Dr. Elmendorf went on to note that this health care legislation would increase spending at an unsustainable rate.

Our nation is already $11.5 trillion in debt. Where will the money come from? Taxes, of course. And will a burdensome new tax help our economy recover? Of course not. The best way to encourage more health care coverage is to foster a strong economy where people can afford to purchase their own coverage if they choose to do so. The current administration’s economic policies have done nothing to help in this regard.

Health care is without a doubt a complex and contentious issue, but health care reform should be a market oriented solution. There are many ways we can reform the system and lower costs without nationalizing it.
Palin offers a patient-centered policy promoted by Arthur Laffer in the Wall Street Journal:
"A patient-centered health-care reform begins with individual ownership of insurance policies and leverages Health Savings Accounts, a low-premium, high-deductible alternative to traditional insurance that includes a tax-advantaged savings account. It allows people to purchase insurance policies across state lines and reduces the number of mandated benefits insurers are required to cover. It reallocates the majority of Medicaid spending into a simple voucher for low-income individuals to purchase their own insurance. And it reduces the cost of medical procedures by reforming tort liability laws.” [8]

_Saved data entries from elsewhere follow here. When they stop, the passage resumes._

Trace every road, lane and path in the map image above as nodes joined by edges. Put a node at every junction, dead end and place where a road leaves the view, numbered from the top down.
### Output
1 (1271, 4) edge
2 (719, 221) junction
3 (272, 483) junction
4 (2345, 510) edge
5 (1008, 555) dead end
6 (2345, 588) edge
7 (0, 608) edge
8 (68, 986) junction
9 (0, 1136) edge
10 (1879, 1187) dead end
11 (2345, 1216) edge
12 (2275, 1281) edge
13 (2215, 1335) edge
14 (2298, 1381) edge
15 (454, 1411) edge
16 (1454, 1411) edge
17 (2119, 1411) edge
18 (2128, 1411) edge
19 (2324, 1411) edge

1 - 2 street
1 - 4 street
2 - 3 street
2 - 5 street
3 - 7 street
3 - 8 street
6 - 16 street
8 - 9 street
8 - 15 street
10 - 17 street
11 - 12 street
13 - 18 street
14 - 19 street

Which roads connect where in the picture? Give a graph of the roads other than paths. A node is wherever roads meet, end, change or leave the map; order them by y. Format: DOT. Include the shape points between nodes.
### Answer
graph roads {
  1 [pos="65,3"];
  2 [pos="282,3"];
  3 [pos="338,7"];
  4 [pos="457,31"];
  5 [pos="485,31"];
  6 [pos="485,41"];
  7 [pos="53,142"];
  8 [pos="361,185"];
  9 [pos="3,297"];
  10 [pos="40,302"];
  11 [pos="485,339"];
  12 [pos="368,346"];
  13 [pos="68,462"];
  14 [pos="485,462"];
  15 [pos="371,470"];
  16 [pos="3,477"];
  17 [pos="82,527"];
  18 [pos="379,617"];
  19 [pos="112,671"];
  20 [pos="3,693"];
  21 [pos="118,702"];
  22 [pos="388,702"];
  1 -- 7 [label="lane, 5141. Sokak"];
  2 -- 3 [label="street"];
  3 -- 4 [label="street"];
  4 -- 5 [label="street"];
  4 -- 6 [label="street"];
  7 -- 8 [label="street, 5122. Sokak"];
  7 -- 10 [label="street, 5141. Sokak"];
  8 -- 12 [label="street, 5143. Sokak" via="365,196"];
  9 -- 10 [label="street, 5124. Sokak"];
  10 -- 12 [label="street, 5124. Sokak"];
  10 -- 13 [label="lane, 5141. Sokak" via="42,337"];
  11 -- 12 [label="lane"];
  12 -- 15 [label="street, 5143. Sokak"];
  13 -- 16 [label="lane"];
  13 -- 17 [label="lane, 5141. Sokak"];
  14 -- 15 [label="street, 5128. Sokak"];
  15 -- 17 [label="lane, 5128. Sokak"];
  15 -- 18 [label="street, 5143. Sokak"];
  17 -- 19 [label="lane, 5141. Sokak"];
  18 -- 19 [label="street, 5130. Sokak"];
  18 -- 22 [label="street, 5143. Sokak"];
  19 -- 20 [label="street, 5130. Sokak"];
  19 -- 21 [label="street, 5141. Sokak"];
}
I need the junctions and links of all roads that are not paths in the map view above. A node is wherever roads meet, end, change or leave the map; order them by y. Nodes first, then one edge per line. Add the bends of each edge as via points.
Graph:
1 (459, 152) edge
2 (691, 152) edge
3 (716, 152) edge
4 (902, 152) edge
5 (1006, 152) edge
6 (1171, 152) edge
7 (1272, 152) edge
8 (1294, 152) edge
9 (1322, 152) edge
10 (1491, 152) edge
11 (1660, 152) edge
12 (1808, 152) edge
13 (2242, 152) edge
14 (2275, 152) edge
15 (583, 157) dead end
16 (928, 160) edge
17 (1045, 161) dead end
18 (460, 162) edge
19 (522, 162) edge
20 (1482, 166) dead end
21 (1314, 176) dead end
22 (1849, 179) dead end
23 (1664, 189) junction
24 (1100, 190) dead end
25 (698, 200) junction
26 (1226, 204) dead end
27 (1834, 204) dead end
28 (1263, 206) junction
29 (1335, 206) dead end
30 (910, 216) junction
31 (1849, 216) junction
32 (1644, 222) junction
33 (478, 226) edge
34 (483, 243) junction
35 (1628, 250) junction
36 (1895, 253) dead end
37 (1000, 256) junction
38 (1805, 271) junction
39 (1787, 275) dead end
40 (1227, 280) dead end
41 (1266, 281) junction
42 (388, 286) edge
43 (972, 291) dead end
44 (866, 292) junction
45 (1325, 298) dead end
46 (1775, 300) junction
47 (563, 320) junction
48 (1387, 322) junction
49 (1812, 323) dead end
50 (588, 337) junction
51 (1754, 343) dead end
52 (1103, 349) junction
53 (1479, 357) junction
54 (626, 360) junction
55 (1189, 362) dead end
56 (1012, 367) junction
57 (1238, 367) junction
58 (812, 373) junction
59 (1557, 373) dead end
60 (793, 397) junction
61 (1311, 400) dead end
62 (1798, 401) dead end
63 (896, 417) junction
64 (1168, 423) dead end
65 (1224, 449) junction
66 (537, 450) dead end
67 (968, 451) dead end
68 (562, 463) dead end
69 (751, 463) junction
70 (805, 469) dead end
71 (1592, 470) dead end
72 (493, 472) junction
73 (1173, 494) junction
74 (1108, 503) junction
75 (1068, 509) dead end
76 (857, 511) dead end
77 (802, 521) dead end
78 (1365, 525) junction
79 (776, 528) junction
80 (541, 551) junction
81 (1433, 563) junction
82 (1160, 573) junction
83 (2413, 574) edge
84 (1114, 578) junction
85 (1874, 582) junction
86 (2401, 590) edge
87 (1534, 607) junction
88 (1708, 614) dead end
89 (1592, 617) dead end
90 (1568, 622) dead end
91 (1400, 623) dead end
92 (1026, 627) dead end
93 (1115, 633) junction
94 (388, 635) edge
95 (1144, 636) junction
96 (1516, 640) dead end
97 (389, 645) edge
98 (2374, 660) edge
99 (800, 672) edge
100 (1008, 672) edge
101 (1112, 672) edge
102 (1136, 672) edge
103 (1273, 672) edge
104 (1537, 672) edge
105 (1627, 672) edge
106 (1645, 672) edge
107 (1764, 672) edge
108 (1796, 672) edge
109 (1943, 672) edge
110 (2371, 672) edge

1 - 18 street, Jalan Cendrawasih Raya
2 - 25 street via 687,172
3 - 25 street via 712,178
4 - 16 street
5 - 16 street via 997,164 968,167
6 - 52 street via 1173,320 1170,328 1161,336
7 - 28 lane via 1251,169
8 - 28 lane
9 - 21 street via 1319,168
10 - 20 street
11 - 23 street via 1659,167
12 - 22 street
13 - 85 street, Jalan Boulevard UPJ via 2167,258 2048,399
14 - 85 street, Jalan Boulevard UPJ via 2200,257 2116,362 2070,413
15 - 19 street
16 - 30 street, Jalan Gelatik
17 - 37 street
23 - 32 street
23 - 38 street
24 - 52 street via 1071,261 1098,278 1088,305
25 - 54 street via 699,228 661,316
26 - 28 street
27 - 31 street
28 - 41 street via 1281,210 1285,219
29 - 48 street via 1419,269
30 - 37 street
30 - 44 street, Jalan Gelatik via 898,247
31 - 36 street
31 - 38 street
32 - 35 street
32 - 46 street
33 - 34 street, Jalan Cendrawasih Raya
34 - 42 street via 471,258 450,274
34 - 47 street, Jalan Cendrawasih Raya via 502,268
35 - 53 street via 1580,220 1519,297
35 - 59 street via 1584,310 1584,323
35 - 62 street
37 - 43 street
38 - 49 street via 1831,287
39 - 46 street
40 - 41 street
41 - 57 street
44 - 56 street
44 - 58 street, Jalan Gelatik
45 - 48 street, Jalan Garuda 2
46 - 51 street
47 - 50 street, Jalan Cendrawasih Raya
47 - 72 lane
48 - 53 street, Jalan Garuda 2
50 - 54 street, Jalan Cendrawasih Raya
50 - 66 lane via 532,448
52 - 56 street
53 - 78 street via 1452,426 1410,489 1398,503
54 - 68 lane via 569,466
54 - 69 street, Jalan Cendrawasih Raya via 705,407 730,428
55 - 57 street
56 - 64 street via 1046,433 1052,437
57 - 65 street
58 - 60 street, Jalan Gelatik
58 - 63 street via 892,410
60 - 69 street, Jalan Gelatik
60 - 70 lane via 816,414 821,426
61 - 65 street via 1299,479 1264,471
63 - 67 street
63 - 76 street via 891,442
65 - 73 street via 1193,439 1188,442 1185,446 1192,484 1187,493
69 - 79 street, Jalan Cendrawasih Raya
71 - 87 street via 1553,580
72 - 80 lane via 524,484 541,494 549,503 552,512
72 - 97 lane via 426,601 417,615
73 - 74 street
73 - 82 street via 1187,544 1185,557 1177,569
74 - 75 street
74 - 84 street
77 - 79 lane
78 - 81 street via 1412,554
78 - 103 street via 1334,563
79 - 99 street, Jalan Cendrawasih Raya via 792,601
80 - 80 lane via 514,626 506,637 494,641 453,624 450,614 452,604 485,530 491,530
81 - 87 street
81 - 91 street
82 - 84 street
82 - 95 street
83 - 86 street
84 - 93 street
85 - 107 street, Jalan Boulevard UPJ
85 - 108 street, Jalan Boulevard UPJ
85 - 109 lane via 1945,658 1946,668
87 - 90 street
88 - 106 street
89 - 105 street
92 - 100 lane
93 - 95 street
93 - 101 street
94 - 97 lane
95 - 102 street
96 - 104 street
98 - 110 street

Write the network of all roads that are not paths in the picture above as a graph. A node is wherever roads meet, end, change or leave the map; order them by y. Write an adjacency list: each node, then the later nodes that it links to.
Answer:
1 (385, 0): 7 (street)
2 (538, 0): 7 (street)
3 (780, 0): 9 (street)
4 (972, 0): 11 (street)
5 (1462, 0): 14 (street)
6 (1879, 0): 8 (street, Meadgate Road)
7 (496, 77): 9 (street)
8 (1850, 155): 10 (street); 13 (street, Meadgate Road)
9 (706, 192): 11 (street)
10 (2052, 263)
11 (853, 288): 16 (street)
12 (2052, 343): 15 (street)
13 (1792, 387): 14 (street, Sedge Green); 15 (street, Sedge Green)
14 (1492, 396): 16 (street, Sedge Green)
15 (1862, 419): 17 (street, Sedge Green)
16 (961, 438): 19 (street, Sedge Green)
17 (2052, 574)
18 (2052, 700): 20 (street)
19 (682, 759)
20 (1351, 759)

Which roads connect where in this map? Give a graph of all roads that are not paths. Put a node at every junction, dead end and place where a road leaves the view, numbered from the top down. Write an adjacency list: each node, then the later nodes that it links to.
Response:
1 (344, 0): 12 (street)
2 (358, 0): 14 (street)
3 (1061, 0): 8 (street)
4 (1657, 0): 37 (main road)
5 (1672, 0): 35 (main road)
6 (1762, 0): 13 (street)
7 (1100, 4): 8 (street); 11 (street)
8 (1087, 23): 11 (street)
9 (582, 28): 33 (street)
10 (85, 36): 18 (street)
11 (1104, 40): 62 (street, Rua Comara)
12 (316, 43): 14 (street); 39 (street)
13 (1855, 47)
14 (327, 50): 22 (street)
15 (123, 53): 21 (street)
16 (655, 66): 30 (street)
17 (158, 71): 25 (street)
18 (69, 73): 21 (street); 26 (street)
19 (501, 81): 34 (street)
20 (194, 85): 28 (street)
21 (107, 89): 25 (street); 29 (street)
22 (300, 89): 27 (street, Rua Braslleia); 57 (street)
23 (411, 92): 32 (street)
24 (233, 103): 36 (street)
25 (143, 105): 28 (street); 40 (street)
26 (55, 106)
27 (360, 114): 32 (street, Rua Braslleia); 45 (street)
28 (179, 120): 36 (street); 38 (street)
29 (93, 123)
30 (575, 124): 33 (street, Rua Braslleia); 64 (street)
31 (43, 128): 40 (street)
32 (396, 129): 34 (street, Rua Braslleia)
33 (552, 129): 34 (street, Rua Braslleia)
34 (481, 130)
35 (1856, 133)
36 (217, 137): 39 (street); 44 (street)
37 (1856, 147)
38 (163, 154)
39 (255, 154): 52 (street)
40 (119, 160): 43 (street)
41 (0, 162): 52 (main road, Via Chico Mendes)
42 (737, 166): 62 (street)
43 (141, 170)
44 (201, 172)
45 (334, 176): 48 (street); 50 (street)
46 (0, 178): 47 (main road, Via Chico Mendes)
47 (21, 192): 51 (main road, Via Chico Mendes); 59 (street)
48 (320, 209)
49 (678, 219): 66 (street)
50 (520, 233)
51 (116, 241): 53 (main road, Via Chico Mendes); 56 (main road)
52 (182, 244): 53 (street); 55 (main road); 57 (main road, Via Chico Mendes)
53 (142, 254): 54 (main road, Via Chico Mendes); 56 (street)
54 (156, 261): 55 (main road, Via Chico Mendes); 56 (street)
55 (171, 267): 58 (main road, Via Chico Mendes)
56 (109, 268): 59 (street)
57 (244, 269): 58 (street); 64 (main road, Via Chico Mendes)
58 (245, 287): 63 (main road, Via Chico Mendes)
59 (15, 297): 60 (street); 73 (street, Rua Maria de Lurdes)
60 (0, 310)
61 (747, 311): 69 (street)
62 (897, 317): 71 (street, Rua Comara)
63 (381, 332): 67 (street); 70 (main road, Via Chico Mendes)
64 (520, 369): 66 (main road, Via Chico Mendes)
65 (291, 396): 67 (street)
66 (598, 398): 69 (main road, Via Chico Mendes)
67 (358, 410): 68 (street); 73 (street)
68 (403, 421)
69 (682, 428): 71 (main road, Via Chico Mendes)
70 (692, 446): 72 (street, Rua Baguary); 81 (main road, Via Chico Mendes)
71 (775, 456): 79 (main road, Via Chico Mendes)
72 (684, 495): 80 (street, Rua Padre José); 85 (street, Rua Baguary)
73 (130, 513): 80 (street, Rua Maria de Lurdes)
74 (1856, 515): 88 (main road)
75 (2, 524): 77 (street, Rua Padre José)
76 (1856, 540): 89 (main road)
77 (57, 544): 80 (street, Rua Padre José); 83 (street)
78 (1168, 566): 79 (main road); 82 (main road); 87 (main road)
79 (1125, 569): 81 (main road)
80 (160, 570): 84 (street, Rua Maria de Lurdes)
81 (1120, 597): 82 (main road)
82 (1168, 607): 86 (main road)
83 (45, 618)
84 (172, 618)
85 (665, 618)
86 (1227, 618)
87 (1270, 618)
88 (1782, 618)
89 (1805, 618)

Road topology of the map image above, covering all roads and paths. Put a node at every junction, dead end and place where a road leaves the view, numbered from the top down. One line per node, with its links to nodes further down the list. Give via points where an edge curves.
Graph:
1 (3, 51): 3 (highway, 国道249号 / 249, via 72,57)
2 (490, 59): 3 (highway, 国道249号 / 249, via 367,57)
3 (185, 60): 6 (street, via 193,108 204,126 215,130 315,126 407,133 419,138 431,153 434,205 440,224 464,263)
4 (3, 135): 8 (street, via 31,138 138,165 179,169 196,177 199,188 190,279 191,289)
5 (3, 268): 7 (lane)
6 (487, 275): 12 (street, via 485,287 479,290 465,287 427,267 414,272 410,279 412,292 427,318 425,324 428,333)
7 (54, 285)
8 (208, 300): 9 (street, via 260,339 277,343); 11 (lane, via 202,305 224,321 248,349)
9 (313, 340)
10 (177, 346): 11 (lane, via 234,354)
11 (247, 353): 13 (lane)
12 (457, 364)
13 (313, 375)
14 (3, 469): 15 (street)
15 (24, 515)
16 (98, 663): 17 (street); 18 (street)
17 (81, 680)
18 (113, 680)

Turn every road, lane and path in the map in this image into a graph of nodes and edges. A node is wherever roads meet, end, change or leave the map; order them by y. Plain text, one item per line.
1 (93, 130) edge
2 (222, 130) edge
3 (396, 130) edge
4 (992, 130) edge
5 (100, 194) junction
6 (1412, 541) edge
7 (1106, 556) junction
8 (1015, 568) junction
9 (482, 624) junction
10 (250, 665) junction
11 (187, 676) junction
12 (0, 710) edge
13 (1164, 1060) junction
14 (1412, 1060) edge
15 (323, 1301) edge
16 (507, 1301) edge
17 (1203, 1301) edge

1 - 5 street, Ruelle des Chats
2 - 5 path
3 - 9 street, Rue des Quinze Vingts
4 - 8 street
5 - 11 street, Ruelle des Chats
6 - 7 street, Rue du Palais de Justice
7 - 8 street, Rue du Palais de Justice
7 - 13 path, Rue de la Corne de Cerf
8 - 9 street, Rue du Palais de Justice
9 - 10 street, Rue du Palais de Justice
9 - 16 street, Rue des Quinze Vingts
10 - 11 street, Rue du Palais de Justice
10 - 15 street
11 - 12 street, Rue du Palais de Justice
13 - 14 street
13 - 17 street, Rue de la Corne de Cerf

Those are real reforms that we can live with and afford. Once again, I warn my fellow Americans that if we go down the path of nationalized health care, there will be no turning back. We must stop and think or we may find ourselves losing even more of our freedoms.
- Sarah Palin

Palin's point is irrefutable, though I am sure many will try, there are many options to reform health care that will increase competition and remove barriers for the uninsured without creating a nationalized health care system. The idea the only was to increase competition in the insurance industry is to make the federal government a competitor is, well, laughable.